Everything in the entries below except the pictures must be returned exactly.

• RECORDS FOR PROCESSING:
=-=-=

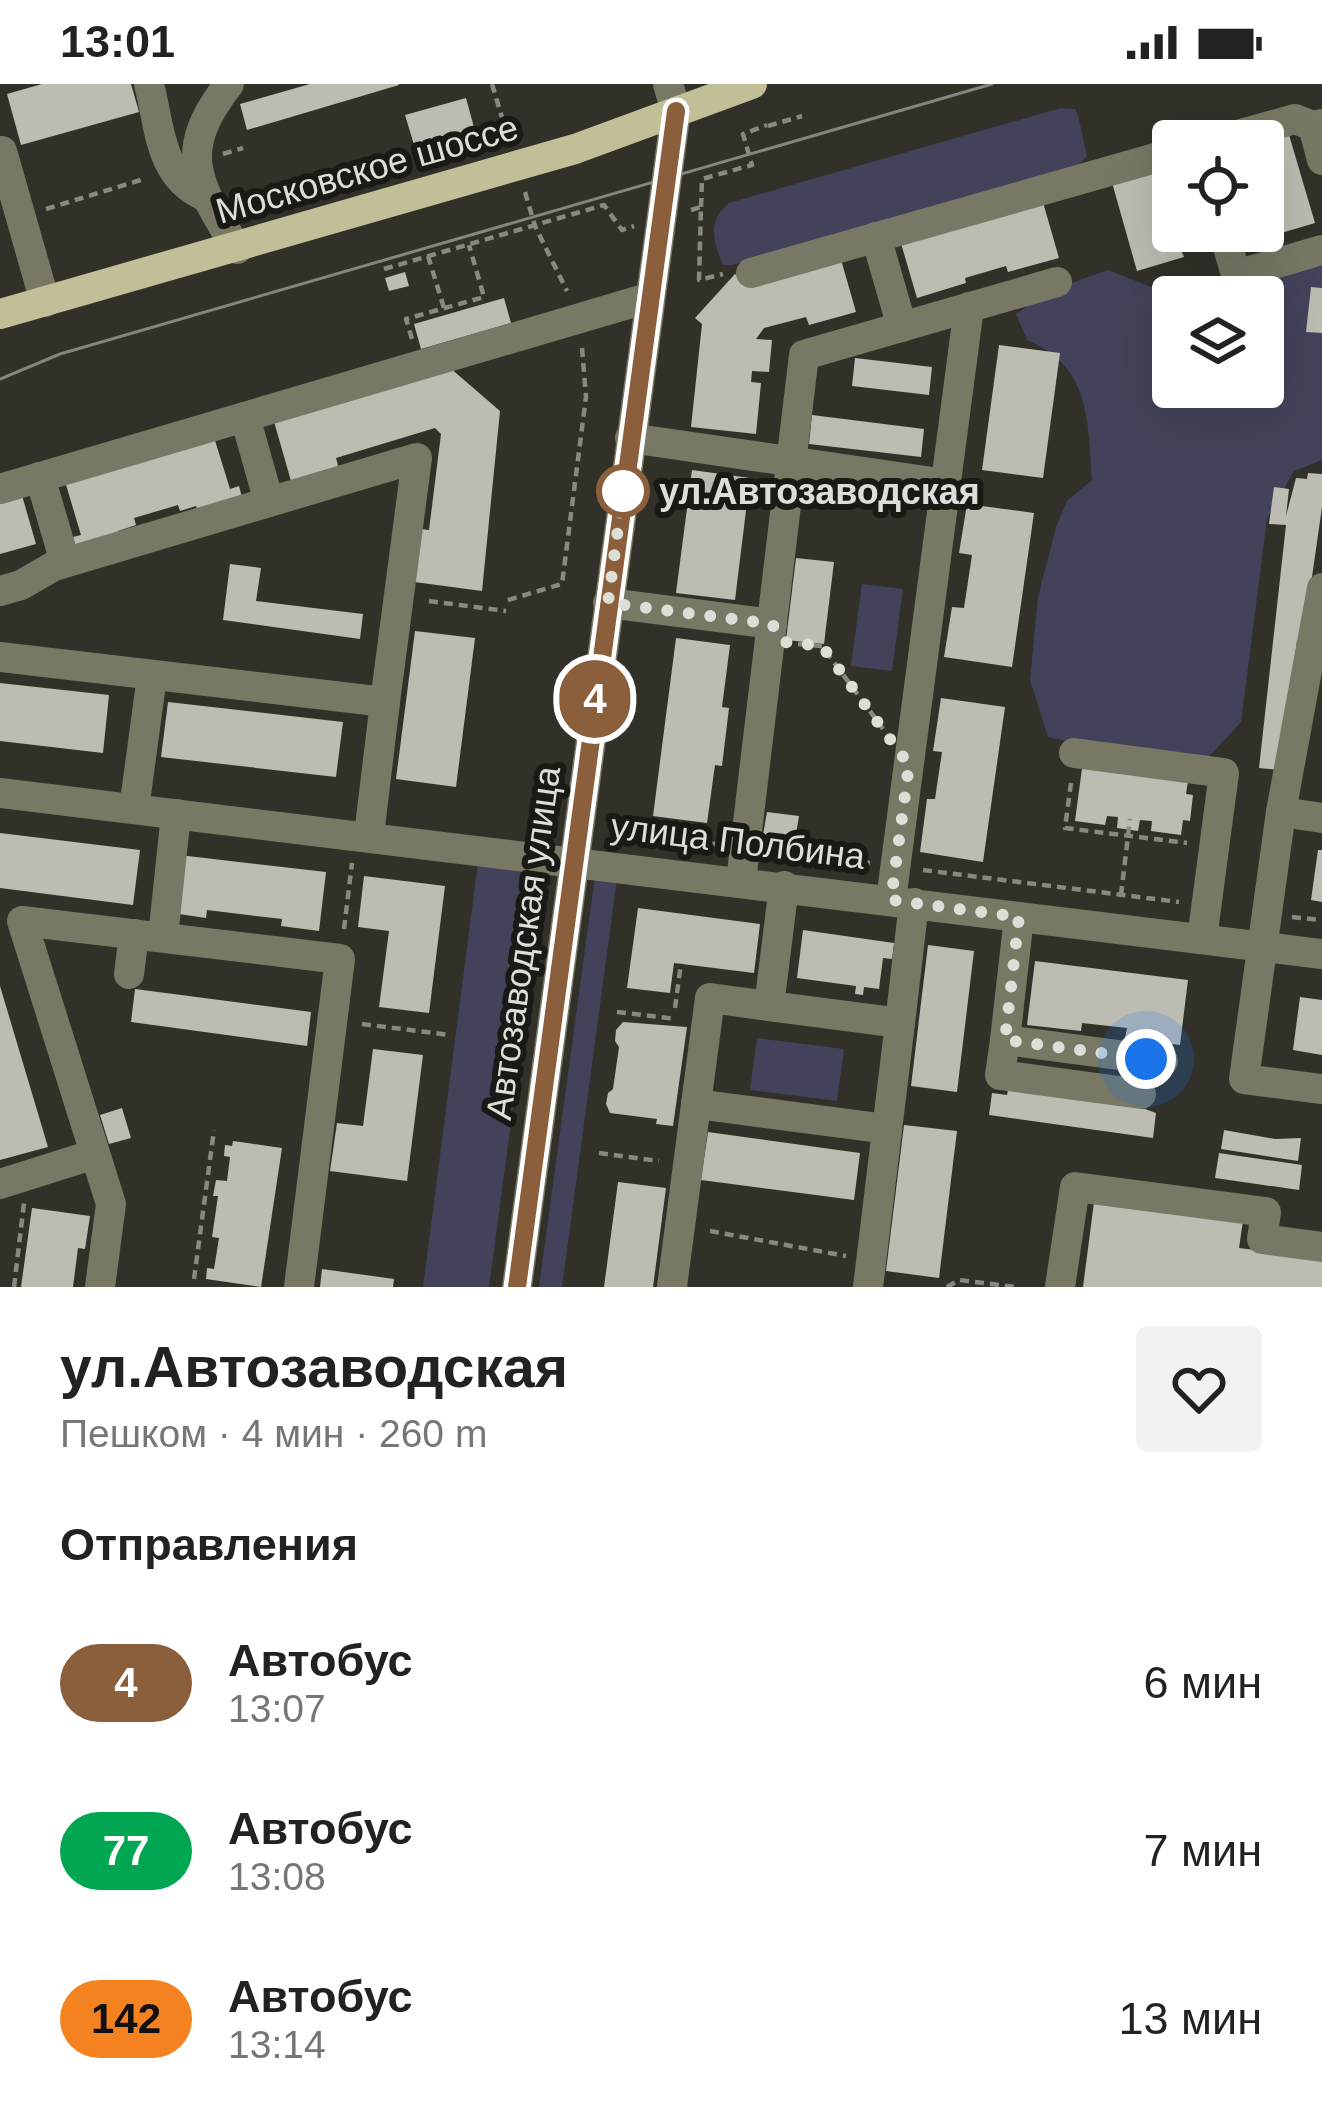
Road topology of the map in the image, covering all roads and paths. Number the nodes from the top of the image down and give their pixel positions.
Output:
1 (149, 84) edge
2 (230, 84) edge
3 (492, 84) edge
4 (752, 84) edge
5 (672, 97) edge
6 (802, 116) dead end
7 (1284, 121) edge
8 (767, 125) dead end
9 (1318, 125) edge
10 (506, 130) dead end
11 (743, 134) junction
12 (243, 148) dead end
13 (1152, 159) edge
14 (1322, 160) edge
15 (183, 166) junction
16 (4, 171) edge
17 (525, 192) dead end
18 (700, 207) junction
19 (21, 217) junction
20 (659, 219) junction
21 (535, 226) junction
22 (876, 238) junction
23 (469, 245) junction
24 (236, 248) junction
25 (1322, 250) edge
26 (1230, 252) edge
27 (428, 256) junction
28 (384, 269) dead end
29 (741, 272) joint
30 (699, 280) junction
31 (1057, 282) dead end
32 (685, 286) dead end
33 (648, 298) junction
34 (45, 302) junction
35 (969, 307) junction
36 (444, 308) junction
37 (0, 314) edge
38 (580, 319) junction
39 (902, 327) junction
40 (420, 366) junction
41 (244, 417) junction
42 (630, 438) junction
43 (791, 461) junction
44 (40, 477) junction
45 (946, 484) junction
46 (0, 489) edge
47 (269, 502) junction
48 (65, 562) junction
49 (1322, 588) edge
50 (0, 591) edge
51 (399, 597) junction
52 (508, 600) dead end
53 (608, 603) junction
54 (506, 611) dead end
55 (772, 624) junction
56 (0, 657) edge
57 (152, 676) junction
58 (386, 702) junction
59 (1075, 753) joint
60 (909, 765) junction
61 (0, 794) edge
62 (134, 809) junction
63 (1280, 812) junction
64 (176, 814) junction
65 (1322, 818) edge
66 (1130, 819) dead end
67 (638, 834) dead end
68 (1128, 836) junction
69 (361, 843) junction
70 (1190, 843) dead end
71 (746, 848) junction
72 (573, 860) junction
73 (896, 867) junction
74 (742, 881) junction
75 (784, 886) junction
76 (1121, 895) junction
77 (903, 902) junction
78 (1206, 905) junction
79 (1267, 914) junction
80 (1019, 917) junction
81 (1322, 920) edge
82 (148, 936) junction
83 (1202, 939) junction
84 (1262, 946) junction
85 (1322, 953) edge
86 (340, 958) junction
87 (681, 963) dead end
88 (129, 974) dead end
89 (769, 1006) junction
90 (675, 1008) dead end
91 (616, 1012) dead end
92 (332, 1020) junction
93 (707, 1023) junction
94 (900, 1023) junction
95 (450, 1035) dead end
96 (1005, 1040) junction
97 (1163, 1061) dead end
98 (1322, 1089) edge
99 (1141, 1094) dead end
100 (697, 1104) junction
101 (887, 1129) junction
102 (214, 1130) dead end
103 (599, 1153) dead end
104 (94, 1154) junction
105 (688, 1165) junction
106 (14, 1179) edge
107 (680, 1226) junction
108 (1322, 1247) edge
109 (870, 1274) edge
110 (194, 1279) dead end
111 (14, 1287) edge
112 (100, 1287) edge
113 (298, 1287) edge
114 (517, 1287) edge
115 (672, 1287) edge
116 (946, 1287) edge
117 (1016, 1287) edge
118 (1060, 1287) edge

1 - 15 street
2 - 15 street
3 - 10 path
4 - 5 main road, Московское шоссе
5 - 20 street, Автозаводская улица
5 - 24 main road, Московское шоссе
6 - 11 path
7 - 9 street
8 - 11 path
9 - 14 street
11 - 18 path
12 - 15 path
13 - 22 street
15 - 19 path
15 - 24 street
16 - 19 street
17 - 21 path
18 - 20 path
18 - 30 path
19 - 34 street
20 - 21 path
20 - 33 street, Автозаводская улица
21 - 23 path
21 - 38 path
22 - 29 street
22 - 39 street
23 - 27 path
23 - 36 path
24 - 34 main road, Московское шоссе
25 - 26 street
27 - 28 path
27 - 36 path
29 - 30 path
30 - 32 path
31 - 35 street
33 - 38 street
33 - 42 street, Автозаводская улица
34 - 37 main road, Московское шоссе
35 - 39 street
35 - 45 street
36 - 40 path
38 - 40 street
38 - 52 path
39 - 43 street
40 - 41 street
41 - 44 street
41 - 47 street
42 - 43 street
42 - 53 street, Автозаводская улица
43 - 45 street
43 - 55 street
44 - 46 street
44 - 48 street
45 - 60 street
47 - 48 street
47 - 51 street
48 - 50 street
49 - 63 street
51 - 54 path
51 - 58 street
53 - 55 street
53 - 72 street, Автозаводская улица
55 - 60 path
55 - 71 street
56 - 57 street
57 - 58 street
57 - 62 street
58 - 69 street
59 - 68 path
59 - 78 street
60 - 73 street
61 - 62 street, улица Полбина
62 - 64 street, улица Полбина
63 - 65 street
63 - 79 street
64 - 69 street, улица Полбина
64 - 82 street
66 - 68 path
67 - 71 path
68 - 70 path
68 - 76 path
69 - 72 street, улица Полбина
69 - 86 path
71 - 73 path
71 - 74 street
72 - 74 street, улица Полбина
72 - 114 street, Автозаводская улица
73 - 76 path
73 - 77 street
74 - 75 street, улица Полбина
75 - 77 street, улица Полбина
75 - 89 street
76 - 78 path
77 - 80 street, улица Полбина
77 - 94 street
78 - 83 street
79 - 81 path
79 - 84 street
80 - 83 street, улица Полбина
80 - 96 street
82 - 86 street
82 - 88 street
82 - 104 street
83 - 84 street, улица Полбина
84 - 85 street, улица Полбина
84 - 98 street
86 - 92 street
87 - 90 path
89 - 93 street
89 - 94 street
91 - 93 path
92 - 95 path
92 - 113 street
93 - 100 street
94 - 101 street
96 - 97 street
96 - 99 street
100 - 101 street
100 - 105 street
101 - 109 street
102 - 110 path
103 - 105 path
104 - 106 street
104 - 112 street
105 - 107 street
106 - 111 path
107 - 109 path
107 - 115 street
108 - 118 street
116 - 117 path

=-=-=

• ANSWER FOR THE TASK:
Road topology of the map in the image, covering all roads and paths. Number the nodes from the top of the image down and give their pixel positions.
Output:
1 (149, 84) edge
2 (230, 84) edge
3 (492, 84) edge
4 (752, 84) edge
5 (672, 97) edge
6 (802, 116) dead end
7 (1284, 121) edge
8 (767, 125) dead end
9 (1318, 125) edge
10 (506, 130) dead end
11 (743, 134) junction
12 (243, 148) dead end
13 (1152, 159) edge
14 (1322, 160) edge
15 (183, 166) junction
16 (4, 171) edge
17 (525, 192) dead end
18 (700, 207) junction
19 (21, 217) junction
20 (659, 219) junction
21 (535, 226) junction
22 (876, 238) junction
23 (469, 245) junction
24 (236, 248) junction
25 (1322, 250) edge
26 (1230, 252) edge
27 (428, 256) junction
28 (384, 269) dead end
29 (741, 272) joint
30 (699, 280) junction
31 (1057, 282) dead end
32 (685, 286) dead end
33 (648, 298) junction
34 (45, 302) junction
35 (969, 307) junction
36 (444, 308) junction
37 (0, 314) edge
38 (580, 319) junction
39 (902, 327) junction
40 (420, 366) junction
41 (244, 417) junction
42 (630, 438) junction
43 (791, 461) junction
44 (40, 477) junction
45 (946, 484) junction
46 (0, 489) edge
47 (269, 502) junction
48 (65, 562) junction
49 (1322, 588) edge
50 (0, 591) edge
51 (399, 597) junction
52 (508, 600) dead end
53 (608, 603) junction
54 (506, 611) dead end
55 (772, 624) junction
56 (0, 657) edge
57 (152, 676) junction
58 (386, 702) junction
59 (1075, 753) joint
60 (909, 765) junction
61 (0, 794) edge
62 (134, 809) junction
63 (1280, 812) junction
64 (176, 814) junction
65 (1322, 818) edge
66 (1130, 819) dead end
67 (638, 834) dead end
68 (1128, 836) junction
69 (361, 843) junction
70 (1190, 843) dead end
71 (746, 848) junction
72 (573, 860) junction
73 (896, 867) junction
74 (742, 881) junction
75 (784, 886) junction
76 (1121, 895) junction
77 (903, 902) junction
78 (1206, 905) junction
79 (1267, 914) junction
80 (1019, 917) junction
81 (1322, 920) edge
82 (148, 936) junction
83 (1202, 939) junction
84 (1262, 946) junction
85 (1322, 953) edge
86 (340, 958) junction
87 (681, 963) dead end
88 (129, 974) dead end
89 (769, 1006) junction
90 (675, 1008) dead end
91 (616, 1012) dead end
92 (332, 1020) junction
93 (707, 1023) junction
94 (900, 1023) junction
95 (450, 1035) dead end
96 (1005, 1040) junction
97 (1163, 1061) dead end
98 (1322, 1089) edge
99 (1141, 1094) dead end
100 (697, 1104) junction
101 (887, 1129) junction
102 (214, 1130) dead end
103 (599, 1153) dead end
104 (94, 1154) junction
105 (688, 1165) junction
106 (14, 1179) edge
107 (680, 1226) junction
108 (1322, 1247) edge
109 (870, 1274) edge
110 (194, 1279) dead end
111 (14, 1287) edge
112 (100, 1287) edge
113 (298, 1287) edge
114 (517, 1287) edge
115 (672, 1287) edge
116 (946, 1287) edge
117 (1016, 1287) edge
118 (1060, 1287) edge

1 - 15 street
2 - 15 street
3 - 10 path
4 - 5 main road, Московское шоссе
5 - 20 street, Автозаводская улица
5 - 24 main road, Московское шоссе
6 - 11 path
7 - 9 street
8 - 11 path
9 - 14 street
11 - 18 path
12 - 15 path
13 - 22 street
15 - 19 path
15 - 24 street
16 - 19 street
17 - 21 path
18 - 20 path
18 - 30 path
19 - 34 street
20 - 21 path
20 - 33 street, Автозаводская улица
21 - 23 path
21 - 38 path
22 - 29 street
22 - 39 street
23 - 27 path
23 - 36 path
24 - 34 main road, Московское шоссе
25 - 26 street
27 - 28 path
27 - 36 path
29 - 30 path
30 - 32 path
31 - 35 street
33 - 38 street
33 - 42 street, Автозаводская улица
34 - 37 main road, Московское шоссе
35 - 39 street
35 - 45 street
36 - 40 path
38 - 40 street
38 - 52 path
39 - 43 street
40 - 41 street
41 - 44 street
41 - 47 street
42 - 43 street
42 - 53 street, Автозаводская улица
43 - 45 street
43 - 55 street
44 - 46 street
44 - 48 street
45 - 60 street
47 - 48 street
47 - 51 street
48 - 50 street
49 - 63 street
51 - 54 path
51 - 58 street
53 - 55 street
53 - 72 street, Автозаводская улица
55 - 60 path
55 - 71 street
56 - 57 street
57 - 58 street
57 - 62 street
58 - 69 street
59 - 68 path
59 - 78 street
60 - 73 street
61 - 62 street, улица Полбина
62 - 64 street, улица Полбина
63 - 65 street
63 - 79 street
64 - 69 street, улица Полбина
64 - 82 street
66 - 68 path
67 - 71 path
68 - 70 path
68 - 76 path
69 - 72 street, улица Полбина
69 - 86 path
71 - 73 path
71 - 74 street
72 - 74 street, улица Полбина
72 - 114 street, Автозаводская улица
73 - 76 path
73 - 77 street
74 - 75 street, улица Полбина
75 - 77 street, улица Полбина
75 - 89 street
76 - 78 path
77 - 80 street, улица Полбина
77 - 94 street
78 - 83 street
79 - 81 path
79 - 84 street
80 - 83 street, улица Полбина
80 - 96 street
82 - 86 street
82 - 88 street
82 - 104 street
83 - 84 street, улица Полбина
84 - 85 street, улица Полбина
84 - 98 street
86 - 92 street
87 - 90 path
89 - 93 street
89 - 94 street
91 - 93 path
92 - 95 path
92 - 113 street
93 - 100 street
94 - 101 street
96 - 97 street
96 - 99 street
100 - 101 street
100 - 105 street
101 - 109 street
102 - 110 path
103 - 105 path
104 - 106 street
104 - 112 street
105 - 107 street
106 - 111 path
107 - 109 path
107 - 115 street
108 - 118 street
116 - 117 path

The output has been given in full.